Abstract
Purpose of the study: The osteoconductive properties of hydroxyapatite surfacing improves the biointegration of orthopedic implants. Current high- and low-temperature resurfacing techniques have several drawbacks, particularly concerning the control of phases. The «low-temperature nanocrystalline apatite resurfacing technique using amorphous phosphate» was developed to avoid this type of inconvenience. The purpose of this study was to examine the biocompatibility of resurfacings produced with this patented technique and to compare biological efficacy with that of the reference technique of plasma torch resurfacing.
Material and methods: The cytocompatibility tests included cell proliferation and attachment tests using human osteoprogenesis cells, and phenotypic characterization of phosphatase alkaline (PAL) and pro-collagen (type I) activity. Biocompatibility studies were performed. Cylinders of natural titanium or titanium resurfaced with the plasma method and the low-temperature method (single layer, bilayer) were implanted in 16 rabbits in condylar and tibial sites. Histological examinations without decalcification were performed one and three months after implantation (n=8 for each time and condition). The implant-quantity of bone in contact ratio was determined by histomorphometry. Scan electron microscopy was used to ascertain the persistence of the resurfacing.

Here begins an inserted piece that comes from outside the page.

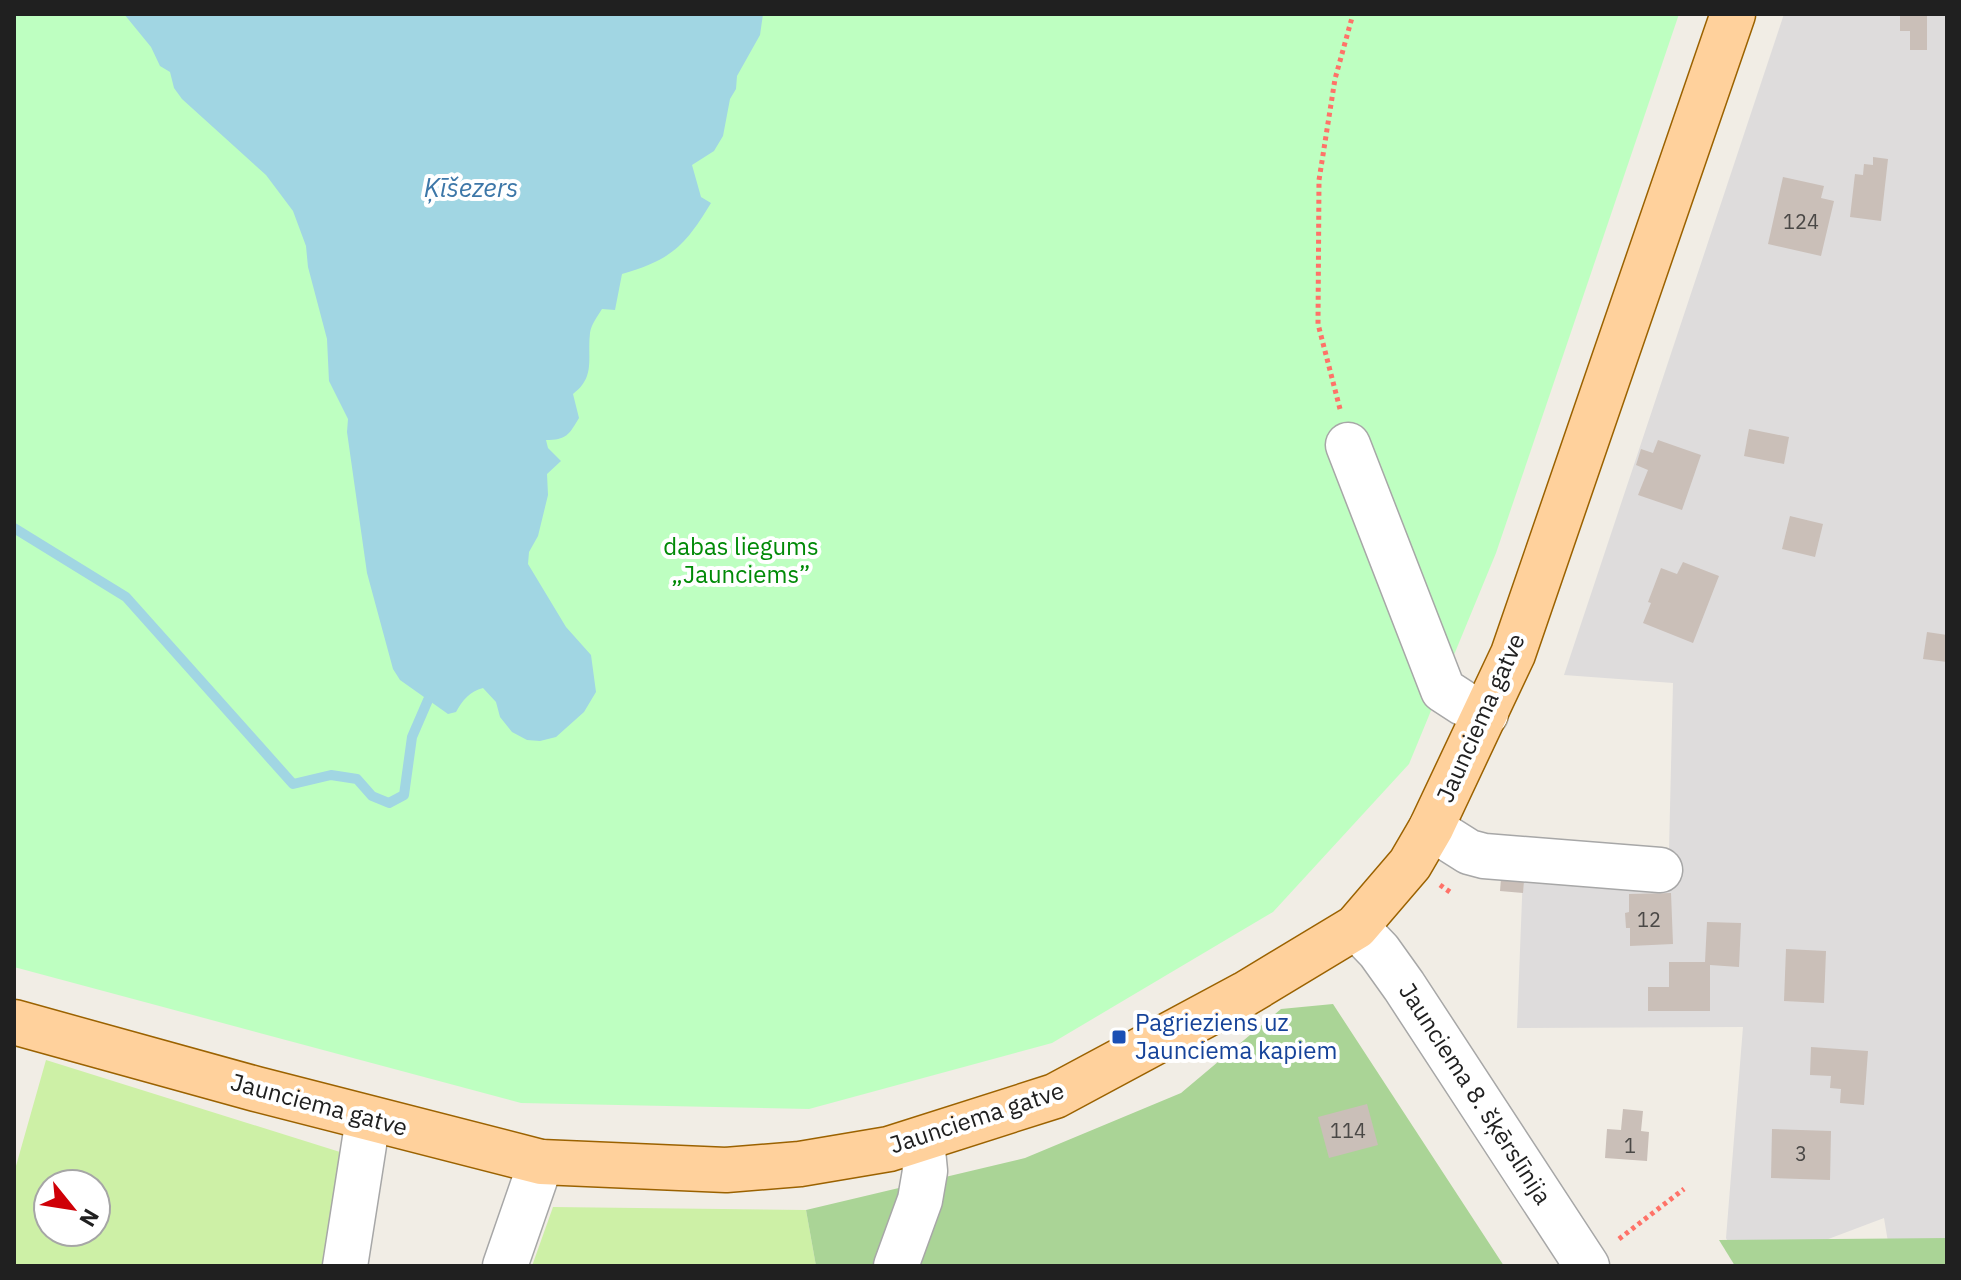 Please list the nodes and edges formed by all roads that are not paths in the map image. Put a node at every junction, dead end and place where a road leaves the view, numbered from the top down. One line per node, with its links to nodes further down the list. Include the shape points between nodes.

Results: The cell attachment rate of 30–40% confirmed earlier results. The cells grew, and preserved and maintained their differentiation properties (PAL activity at 7, 14 and 21 days). The histological results revealed that all types of resurfacing were well tolerated. HIstomorphometry confirmed the influence of the implantation site on the tissue reaction. One month after implantation, the low-temperature amorphous resurfacing appeared to produce a better result with an optimal ratio for the bilayer in the tibial site and an optimal ratio for the monolayer in the condylar site. The trend was the same three months after implantation, but was less pronounced compared with the plasma torch resurfacing. Paradoxically, the absence of treatment produced a very satisfactory ratio at the condylar level. Scan electron microscopy demonstrated rapid resorption of amorphous resurfacing unlike plasma torch resurfacing with was detectable three months after implantation.
Discussion and conclusion: The different performance levels of bilayer and single-layer resurfacings depending on the implantation site might be explained by the cortical or cancellous nature of the neighboring bone. Low-temperature resurfacing would be more appropriate for implants inserted into cortical bone. In vivo, this resurfacing is resorbed but appears to enable, like the plasma process, the formation of peri-implant bone formation. It offers the advantage of enabling incorporation of compounds of interest (antibiotics, growth factors).